The problem »
Repeat the lines below exactly as written, please, from the line with "1388px,120px 1389px,120px 1397px,136px" to the line with "1398px,496px 1416px,510px 1415px,510px", both lines included, and no others.

*** Provided records ***

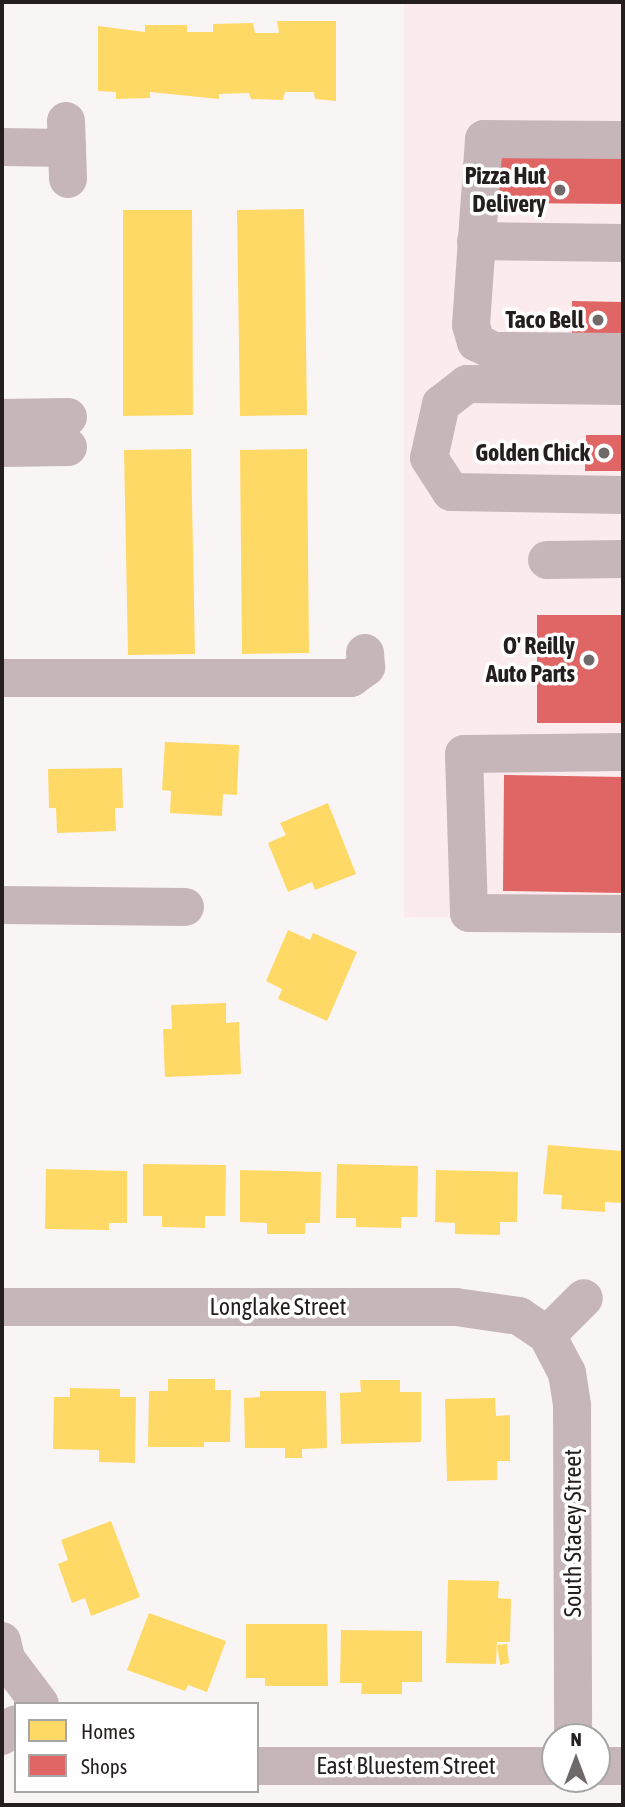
<!DOCTYPE html>
<html>
<head>
<meta charset="utf-8">
<style>
  body { margin:0 }
  #map { position:relative; width:625px; height:1807px; overflow:hidden; background:#faf5f5; font-family:"Asap Condensed",sans-serif }
  div>[style] { position:absolute }
  [style*='--x'] { left:calc(var(--x)*1px); top:calc(var(--y)*1px); width:calc(var(--w)*1px); rotate:calc(var(--a)*1deg) }
  .built>* { inset:0; background:#fcebed }
  .homes>* { inset:0; background:#ffd966 }
  .shops>* { inset:0; background:#e06666 }
  .minor>* { height:38px; margin:-19px; padding:0 19px; transform-origin:19px; border-radius:19px; background:#c6b6b9 }
  .dots>* { width:19px; height:19px; translate:-50% -50%; box-sizing:border-box; border:4px solid #fff; border-radius:50% }
  span { translate:-50% -50%; white-space:nowrap; text-align:center; line-height:1.15; -webkit-text-stroke:7px #fff; paint-order:stroke }
  .poi-label { font-size:24px; color:#241e1e; font-weight:700 }
  .right { translate:-100% -50%; text-align:right }
  .street-label { font-size:24px; color:#241e1e }
  .frame { position:absolute; inset:0; border:4px solid #241e1e; pointer-events:none }
  .legend { position:absolute; left:14px; top:1702px; width:245px; height:91px; box-sizing:border-box; background:#fff; border:2px solid #a7a5a5; margin:0; padding:9px 12px; list-style:none; font-size:21px; color:#241e1e }
  .legend li { display:flex; align-items:center; gap:14px; height:35px }
  .legend b { width:35px; border:2px solid #a7a5a5 }
  .north { position:absolute; left:541px; top:1723px; width:70px; height:70px; box-sizing:border-box; background:#fff; border:2px solid #a7a5a5; border-radius:50%; rotate:0deg; font-size:19px; font-weight:700; line-height:28px; text-align:center; color:#241e1e }
  .north::after { content:''; display:block; margin:auto; width:24px; height:32px; background:#6f6969; clip-path:polygon(50% 0,100% 100%,50% 72%,0 100%) }
</style>
</head>
<body>
<div id="map">
  <div class="built">
    <div style="clip-path:polygon(404px 2px,623px 2px,623px 919px,404px 917px)"></div>
  </div>
  <div class="homes">
    <div style="clip-path:polygon(277px 21px,336px 21px,336px 101px,315px 99px,314px 92px,285px 92px,283px 100px,251px 99px,249px 93px,219px 94px,219px 99px,150px 92px,150px 98px,116px 99px,116px 92px,98px 91px,98px 26px,145px 32px,145px 25px,187px 25px,187px 32px,213px 32px,213px 24px,253px 23px,255px 33px,279px 33px)"></div>
    <div style="clip-path:polygon(304px 209px,307px 415px,240px 416px,237px 210px)"></div>
    <div style="clip-path:polygon(123px 210px,192px 210px,193px 415px,123px 416px)"></div>
    <div style="clip-path:polygon(191px 449px,195px 654px,128px 655px,124px 450px)"></div>
    <div style="clip-path:polygon(307px 449px,309px 653px,242px 654px,240px 450px)"></div>
    <div style="clip-path:polygon(165px 742px,239px 745px,237px 795px,223px 794px,222px 816px,170px 813px,171px 791px,162px 790px)"></div>
    <div style="clip-path:polygon(122px 768px,123px 808px,115px 808px,116px 831px,57px 833px,56px 808px,49px 808px,48px 769px)"></div>
    <div style="clip-path:polygon(328px 803px,356px 874px,315px 890px,312px 882px,288px 892px,268px 843px,286px 835px,280px 823px)"></div>
    <div style="clip-path:polygon(288px 930px,310px 940px,313px 933px,357px 952px,327px 1021px,278px 999px,282px 989px,266px 981px)"></div>
    <div style="clip-path:polygon(226px 1003px,226px 1023px,239px 1022px,241px 1074px,165px 1077px,163px 1029px,172px 1029px,171px 1005px)"></div>
    <div style="clip-path:polygon(548px 1145px,623px 1151px,623px 1203px,605px 1202px,605px 1212px,561px 1209px,562px 1195px,543px 1194px)"></div>
    <div style="clip-path:polygon(143px 1164px,226px 1165px,225px 1216px,205px 1216px,205px 1228px,162px 1227px,162px 1216px,143px 1216px)"></div>
    <div style="clip-path:polygon(337px 1164px,418px 1166px,417px 1217px,401px 1217px,401px 1228px,356px 1227px,356px 1218px,336px 1218px)"></div>
    <div style="clip-path:polygon(46px 1169px,127px 1171px,127px 1223px,109px 1223px,109px 1230px,45px 1229px)"></div>
    <div style="clip-path:polygon(240px 1170px,321px 1172px,320px 1223px,305px 1223px,305px 1234px,267px 1234px,267px 1223px,240px 1222px)"></div>
    <div style="clip-path:polygon(436px 1170px,518px 1172px,517px 1222px,500px 1222px,500px 1235px,455px 1234px,455px 1223px,435px 1222px)"></div>
    <div style="clip-path:polygon(168px 1379px,215px 1379px,215px 1390px,231px 1390px,230px 1442px,204px 1442px,204px 1447px,148px 1447px,149px 1391px,168px 1391px)"></div>
    <div style="clip-path:polygon(360px 1380px,400px 1380px,400px 1392px,421px 1392px,421px 1442px,341px 1444px,340px 1393px,361px 1392px)"></div>
    <div style="clip-path:polygon(70px 1388px,120px 1389px,120px 1397px,136px 1397px,135px 1463px,99px 1462px,99px 1450px,53px 1449px,54px 1397px,70px 1397px)"></div>
    <div style="clip-path:polygon(260px 1391px,326px 1391px,327px 1448px,302px 1449px,302px 1458px,285px 1458px,285px 1448px,245px 1448px,244px 1398px,260px 1397px)"></div>
    <div style="clip-path:polygon(495px 1398px,496px 1416px,510px 1415px,510px 1461px,497px 1461px,497px 1480px,447px 1481px,445px 1399px)"></div>
    <div style="clip-path:polygon(111px 1521px,140px 1597px,91px 1616px,85px 1598px,72px 1603px,58px 1564px,68px 1560px,61px 1540px)"></div>
    <div style="clip-path:polygon(448px 1580px,499px 1581px,498px 1598px,511px 1599px,510px 1642px,497px 1642px,496px 1664px,446px 1663px)"></div>
    <div style="clip-path:polygon(149px 1613px,226px 1641px,207px 1692px,188px 1685px,185px 1691px,127px 1670px)"></div>
    <div style="clip-path:polygon(246px 1624px,327px 1624px,328px 1686px,265px 1686px,265px 1678px,246px 1678px)"></div>
    <div style="clip-path:polygon(341px 1630px,422px 1631px,422px 1682px,402px 1682px,402px 1694px,361px 1694px,362px 1683px,340px 1683px)"></div>
    <div style="clip-path:polygon(507px 1644px,509px 1663px,500px 1665px,497px 1645px)"></div>
  </div>
  <div class="shops">
    <div style="clip-path:polygon(497px 149px,623px 150px,623px 204px,499px 203px)"></div>
    <div style="clip-path:polygon(572px 301px,623px 302px,623px 340px,572px 339px)"></div>
    <div style="clip-path:polygon(586px 435px,623px 435px,623px 471px,585px 471px)"></div>
    <div style="clip-path:polygon(537px 615px,623px 615px,623px 723px,537px 723px)"></div>
    <div style="clip-path:polygon(504px 775px,623px 777px,623px 893px,503px 891px)"></div>
  </div>
  <div class="minor">
    <div style="--x:66;--y:121;--w:58;--a:88"></div>
    <div style="--x:623;--y:140;--w:139;--a:-179.6"></div>
    <div style="--x:484;--y:139;--w:186;--a:94"></div>
    <div style="--x:471;--y:325;--w:18;--a:74"></div>
    <div style="--x:476;--y:342;--w:20;--a:27"></div>
    <div style="--x:494;--y:351;--w:129;--a:0.4"></div>
    <div style="--x:2;--y:147;--w:65;--a:0.9"></div>
    <div style="--x:476;--y:241;--w:147;--a:0.8"></div>
    <div style="--x:623;--y:386;--w:156;--a:-179.3"></div>
    <div style="--x:467;--y:384;--w:33;--a:142"></div>
    <div style="--x:441;--y:404;--w:55;--a:102.5"></div>
    <div style="--x:429;--y:458;--w:40;--a:57.1"></div>
    <div style="--x:451;--y:492;--w:172;--a:1"></div>
    <div style="--x:2;--y:418;--w:66;--a:-0.9"></div>
    <div style="--x:2;--y:448;--w:66;--a:-0.9"></div>
    <div style="--x:547;--y:560;--w:76;--a:-0.8"></div>
    <div style="--x:2;--y:678;--w:349;--a:0"></div>
    <div style="--x:351;--y:678;--w:19;--a:-36"></div>
    <div style="--x:366;--y:667;--w:14;--a:-94"></div>
    <div style="--x:623;--y:752;--w:159;--a:179.3"></div>
    <div style="--x:464;--y:754;--w:159;--a:88.2"></div>
    <div style="--x:469;--y:913;--w:154;--a:0.4"></div>
    <div style="--x:2;--y:905;--w:183;--a:0.6"></div>
    <div style="--x:2;--y:1307;--w:454;--a:0"></div>
    <div style="--x:456;--y:1307;--w:64;--a:8.1"></div>
    <div style="--x:519;--y:1316;--w:34;--a:34"></div>
    <div style="--x:547;--y:1335;--w:43;--a:62.2"></div>
    <div style="--x:567;--y:1373;--w:33;--a:81"></div>
    <div style="--x:572;--y:1406;--w:331;--a:89.8"></div>
    <div style="--x:547;--y:1335;--w:52;--a:-45"></div>
    <div style="--x:2;--y:1641;--w:18;--a:77"></div>
    <div style="--x:6;--y:1659;--w:56;--a:52.9"></div>
    <div style="--x:2;--y:1736;--w:18;--a:-41"></div>
    <div style="--x:257;--y:1766;--w:298;--a:0"></div>
    <div style="--x:597;--y:1766;--w:26;--a:0"></div>
  </div>
  <div class="dots">
    <div style="left:560px;top:190px;background:#6f6969"></div>
    <div style="left:598px;top:320px;background:#6f6969"></div>
    <div style="left:604px;top:453px;background:#6f6969"></div>
    <div style="left:589px;top:660px;background:#6f6969"></div>
  </div>
  <div class="poi-label">
    <span class="right" style="left:546px;top:190px">Pizza Hut<br>Delivery</span>
    <span class="right" style="left:584px;top:320px">Taco Bell</span>
    <span class="right" style="left:590px;top:453px">Golden Chick</span>
    <span class="right" style="left:575px;top:660px">O' Reilly<br>Auto Parts</span>
  </div>
  <div class="street-label">
    <span style="left:278px;top:1307px">Longlake Street</span>
    <span style="left:573px;top:1533px;rotate:-90deg">South Stacey Street</span>
    <span style="left:406px;top:1766px">East Bluestem Street</span>
  </div>
  <div class="frame"></div>
  <ul class="legend">
  <li><b style="height:19px;background:#ffd966"></b>Homes</li>
  <li><b style="height:19px;background:#e06666"></b>Shops</li>
  </ul>
  <div class="north">N</div>
</div>
</body>
</html>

*** End of Provided records ***

Completed task »
    <div style="clip-path:polygon(70px 1388px,120px 1389px,120px 1397px,136px 1397px,135px 1463px,99px 1462px,99px 1450px,53px 1449px,54px 1397px,70px 1397px)"></div>
    <div style="clip-path:polygon(260px 1391px,326px 1391px,327px 1448px,302px 1449px,302px 1458px,285px 1458px,285px 1448px,245px 1448px,244px 1398px,260px 1397px)"></div>
    <div style="clip-path:polygon(495px 1398px,496px 1416px,510px 1415px,510px 1461px,497px 1461px,497px 1480px,447px 1481px,445px 1399px)"></div>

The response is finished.